Os perigos das Fake News na era da informação

Enviada em 08/10/2018

Desde sua invenção no século XV, a imprensa trouxe para a sociedade moderna um ganho eficiente na sua formação, contribuindo para a divulgação e estimulando a produção artística, literária, econômica. Somando-se a isso, o avanço da tecnologia, no século XXI, possibilitou a difusão de informações com mais rapidez e abrangência, assim como a democratização do conhecimento. No entanto, os meios de propagações são enriquecidos por inverdades que afetam, muitas vezes, de forma negativa um indivíduo ou grupo social. Em virtude disso, deve-se salientar sobre os perigos das Fake News na era da informação e, isso se deve a agentes como práticas empresariais e artifícios políticos.             Em primeiro lugar, o termo “Fake News” é um neologismo criado para se referir a notícias falsas ou fabricadas e tem por finalidade veicular uma informação com interesses financeiros, políticos ou individuais. Para isso, são utilizados meios de comunicação tradicionais, mídias sociais ou sites criados com essa intenção, todavia, sem nenhuma base legal. Porém, devido ao forte mercado competidor empresarial ou visando lucros, muitas empresas buscam se beneficiarem através dessa prática e, com isso, criam verdadeiras indústrias de informações, as quais podem contribuir para persuasão do leitor. Esse cenário está em paralelo com o pensamento de Karl Marx, o qual coloca, no capitalismo, os lucros em detrimento de valores.

Outrossim, deve-se salientar como essas notícias se manifestam no meio político, assim como podem ser ofensivas. Para tanto, muitos grupos políticos e aliados fazem uso desse recurso para se beneficiarem principalmente em campanhas eleitorais, assim disseminam falsas verdades para denegrir a imagem dos seus opositores e colocar o eleitorado contra. Exemplo disso, são os boatos criados durante as eleições brasileiras em 2018, em que muitas das mensagens criadas buscavam manchar a identidade dos candidatos. Além disso, esse fenômeno estimula manifestações e revoltas entre grupos e, isso contribui para danos tanto aos envolvidos, quanto aos patrimônios públicos.

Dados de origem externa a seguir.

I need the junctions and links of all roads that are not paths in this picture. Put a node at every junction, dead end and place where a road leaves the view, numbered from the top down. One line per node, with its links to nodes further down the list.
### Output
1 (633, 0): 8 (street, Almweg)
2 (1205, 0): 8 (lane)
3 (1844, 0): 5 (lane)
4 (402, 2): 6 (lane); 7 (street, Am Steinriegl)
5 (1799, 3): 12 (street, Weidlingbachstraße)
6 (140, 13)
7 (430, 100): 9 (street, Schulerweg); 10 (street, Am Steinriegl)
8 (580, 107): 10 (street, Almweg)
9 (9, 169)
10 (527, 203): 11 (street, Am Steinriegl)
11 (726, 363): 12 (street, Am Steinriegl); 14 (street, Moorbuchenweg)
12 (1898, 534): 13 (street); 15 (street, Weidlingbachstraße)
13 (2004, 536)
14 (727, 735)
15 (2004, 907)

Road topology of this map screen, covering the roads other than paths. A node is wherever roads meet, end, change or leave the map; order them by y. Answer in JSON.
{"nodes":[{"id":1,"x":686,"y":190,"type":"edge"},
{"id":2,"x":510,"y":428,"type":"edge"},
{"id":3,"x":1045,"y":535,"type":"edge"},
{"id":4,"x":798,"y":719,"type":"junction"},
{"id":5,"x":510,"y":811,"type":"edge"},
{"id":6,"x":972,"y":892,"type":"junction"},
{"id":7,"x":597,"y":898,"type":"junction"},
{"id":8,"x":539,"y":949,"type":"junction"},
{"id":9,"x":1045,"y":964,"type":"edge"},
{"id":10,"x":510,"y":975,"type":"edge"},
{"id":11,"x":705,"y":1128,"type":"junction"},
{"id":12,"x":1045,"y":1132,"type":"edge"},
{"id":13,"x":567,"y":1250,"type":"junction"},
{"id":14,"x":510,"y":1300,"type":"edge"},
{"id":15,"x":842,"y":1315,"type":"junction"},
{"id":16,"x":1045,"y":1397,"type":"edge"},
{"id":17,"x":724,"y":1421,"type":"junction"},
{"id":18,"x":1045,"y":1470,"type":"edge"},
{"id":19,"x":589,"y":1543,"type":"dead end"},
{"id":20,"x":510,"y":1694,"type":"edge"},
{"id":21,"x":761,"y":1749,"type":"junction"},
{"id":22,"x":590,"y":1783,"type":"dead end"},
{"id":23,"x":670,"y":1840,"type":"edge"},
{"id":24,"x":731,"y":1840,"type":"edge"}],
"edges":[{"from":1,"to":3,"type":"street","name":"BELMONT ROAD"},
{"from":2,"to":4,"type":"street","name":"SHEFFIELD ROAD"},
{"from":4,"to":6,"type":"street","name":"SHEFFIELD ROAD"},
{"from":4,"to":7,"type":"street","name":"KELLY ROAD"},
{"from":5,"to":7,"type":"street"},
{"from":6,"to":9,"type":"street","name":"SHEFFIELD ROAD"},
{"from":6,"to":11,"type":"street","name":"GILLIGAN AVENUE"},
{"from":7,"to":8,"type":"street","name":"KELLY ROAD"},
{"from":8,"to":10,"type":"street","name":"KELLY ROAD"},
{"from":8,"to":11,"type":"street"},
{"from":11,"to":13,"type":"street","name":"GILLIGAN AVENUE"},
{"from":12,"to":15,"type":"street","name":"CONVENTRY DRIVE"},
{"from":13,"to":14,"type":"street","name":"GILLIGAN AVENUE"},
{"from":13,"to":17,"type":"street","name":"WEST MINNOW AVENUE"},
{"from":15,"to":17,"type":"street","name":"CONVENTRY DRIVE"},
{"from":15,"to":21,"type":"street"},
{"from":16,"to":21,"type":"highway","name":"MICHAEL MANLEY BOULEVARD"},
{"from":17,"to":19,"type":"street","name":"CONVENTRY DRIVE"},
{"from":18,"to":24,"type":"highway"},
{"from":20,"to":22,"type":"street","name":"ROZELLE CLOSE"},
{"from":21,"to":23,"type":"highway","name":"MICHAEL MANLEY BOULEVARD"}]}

Infere-se, portanto, que a liberdade de informação é importante para a construção de uma nação, entretanto os fatos devem se correlacionar com as verdades. Desse modo, deve-se criar,  por parte do Legislativo, uma ementa constitucional que caracterize como crime esse tipo de prática praticado pelas empresas, para isso, deve-se aplicá advertência e solicitar dos envolvidos para agirem com transparência. Além do mais, o Governo Federal em parceria com administradores de veículos de informação, deve criar mecanismos para que o leitor identifique quando o fato for real ou inventado, sendo esses feito s através de aplicação de propagandas e vídeos educativos, em que o cidadão seja instruído a desenvolver ferramentas capazes de discernir o falso do verdadeiro.